Anna Celeste is a student, writer, and artist who lives in Brooklyn. She earned her bachelor’s degree in Culture and Media from The New School, and she is pursuing a career in social work. Writing is her primary passion, which she uses as an avenue for self expression, critical theory, and the appreciation of art.

 

DALIA ELHASSAN

Dalia Elhassan is a Sudanese-American poet and writer by way of Miami and lives in NYC. She is the author of In Half Light, a chapbook in the New-Generation African Poets Series (Sita) published in collaboration with Akashic Books and the African Poetry Book Fund. Her work has placed in several competitions in the past and is featured in a number of publications, including The Kenyon Review, The Oakland Arts Review, and Rattle #59. She is the recipient of the Hajja Razia Sharif Sheikh Prize for nonfiction and was shortlisted for the 2018 Brunel International African Poetry Prize.

daliaelhassan.com

Instagram: @daliaelhassan | Twitter: @daliaelhassan

 

DULCIE ABRAHAMS ALTASS

Dulcie Abrahams Altass is a London-born curator who lives in Dakar, Senegal. She is Curator of Programs at RAW Material Company in Dakar where she has co-curated the exhibitions The revolution will come in a form we cannot yet imagine (2018), Toutes les fautes qu’il y avait dans le monde, je les ai ramassées (2018) and PO4 (Blackout) (2019). Recent projects of note include Kan jaa ta; From the shadow into the light (Bamako Encounters Photography Biennale, 2019) and Condition Report 4: Stepping out of line; Art collectives and translocal parallelism (Dhaka Art Summit, 2020). Her work in Senegal has included research on diverse topics ranging from the country’s performance art history to the nexus of hip hop and contemporary art in the country, and she has also been a member of artist’s collective Les Petites Pierres.

 

moshood

moshood lives somewhere in Ghana – from where he writes across genres. His work has appeared in a number of publications, both online and in print. He loves rain and fancies himself an egalitarian. He is currently trying out  other exercises in self-expression.

Instagram: @formoshood

 

NYAREETA GACH

Nyareeta Gach is an Artist, Poet and aspiring Gallerist fervent in her desires as a professional Artist. 

Born in Maiwut, Sudan in 1992 during the nation's Second Civil War, at only 9-months-old, Nyareeta and her immediate family members fled their war-torn nation to seek sanctuary in Ethiopia, then in later years found asylum in Hagadera Refugee camp in the town of Dadaab, Kenya where she spent most of her childhood.

In 2001, Nyareeta and her family immigrated to the United States where she grew up in central Minnesota.

 In 2010, Nyareeta Gach attended the Rocky Mountain College of Art + Design and began her study in Fine Arts with an emphasis in Painting. 
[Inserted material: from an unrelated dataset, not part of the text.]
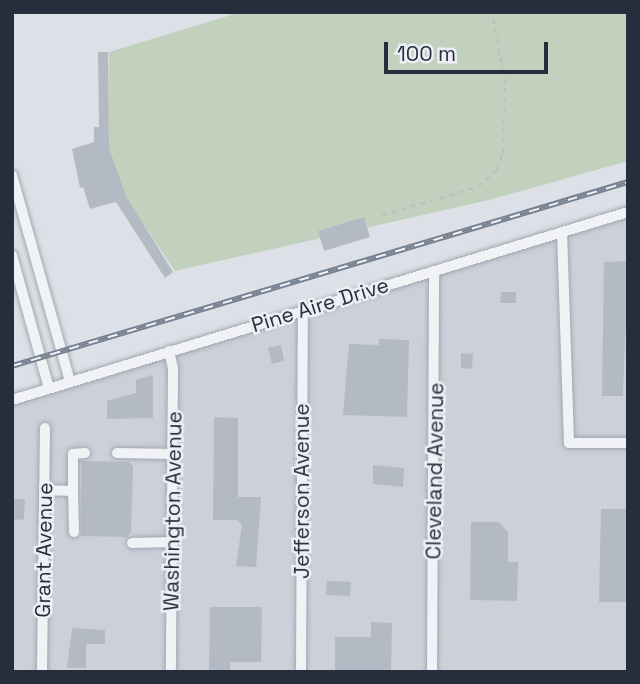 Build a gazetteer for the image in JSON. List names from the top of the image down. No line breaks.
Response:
{"streets":{"street":["Pine Aire Drive","Cleveland Avenue","Jefferson Avenue","Washington Avenue","Grant Avenue"]},"crossings":[["Pine Aire Drive","Cleveland Avenue"],["Pine Aire Drive","Jefferson Avenue"],["Pine Aire Drive","Washington Avenue"]],"scale_bar":"100 m"}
 The ambitious young artist currently lives in New York City where she exhibits and continues her practice.

nyareeta.com

Instagram: @nyareeta

 

SIIMA ITABAAZA

Siima Itabaaza is a writer living in Kampala. Her work has been published online on The London Magazinegal-dem and Third Text
Dedicated to the arts and their power to influence development, Siima has also featured in panel discussions at the Film Africa and ourselves + others: african feminist re-CREATIONS festivals.
She holds a bachelor's degree in International Development and Politics from The University of Manchester. In 2015, Siima completed her master's degree in African Studies at the School of Oriental and African Studies (SOAS) in London. Siima is also a co-founder of Tom-bebe-sa, an archival project that creatively engages with African and Caribbean diasporas.

siimaitabaaza.com

 

NATHAN KWEKU JOHN

Nathan Kweku John is a first-year MFA poet at the University of Michigan’s Helen Zell Writers’ Program. His transnational West African upbringing heavily influences his aesthetic, as he endeavors to uncover poetic connections across diasporic time and space. He is a recent winner of Furious Flower’s 2020 poetry contest and has work published and forthcoming in Obsidian, V Magazine, and 4 Anthology. Nathan is presently working on his first poetry manuscript entitled Saltwater Demands a Psalm, where he investigates, colonization, black masculinity, black boyhood, and especially, the spiritual consequences of climate change in West Africa. Whenever he isn’t writing, Nathan is probably eating Jollof rice or dancing to Afrobeats.

Instagram: @kwxku_

Twitter: @kwxkuu 

BRIONA BUTLER

Briona Butler is a graduate of Grinnell College where, as a Mellon Mays Undergraduate Fellow, she developed research examining the synergy of literature, religion, and gender as evinced through the evolution of Black women’s literary tradition. Furthermore, her scholarship situates this literary tradition as a canon of sacred texts for the ways Black people have historically used it as a tool to negotiate conflict and moreover, achieve self-actualization, a process which one scholar of ritual studies deems, “performing their becoming.” Specifically, her research argues for the concept of ritual production as an apt theoretical framework by which to analyze the particular modalities in which Black female writers have dilineated these complex processes of negotiation and becoming, while simultaneously revealing a unique and particular ethical lens that also reverberates universally. 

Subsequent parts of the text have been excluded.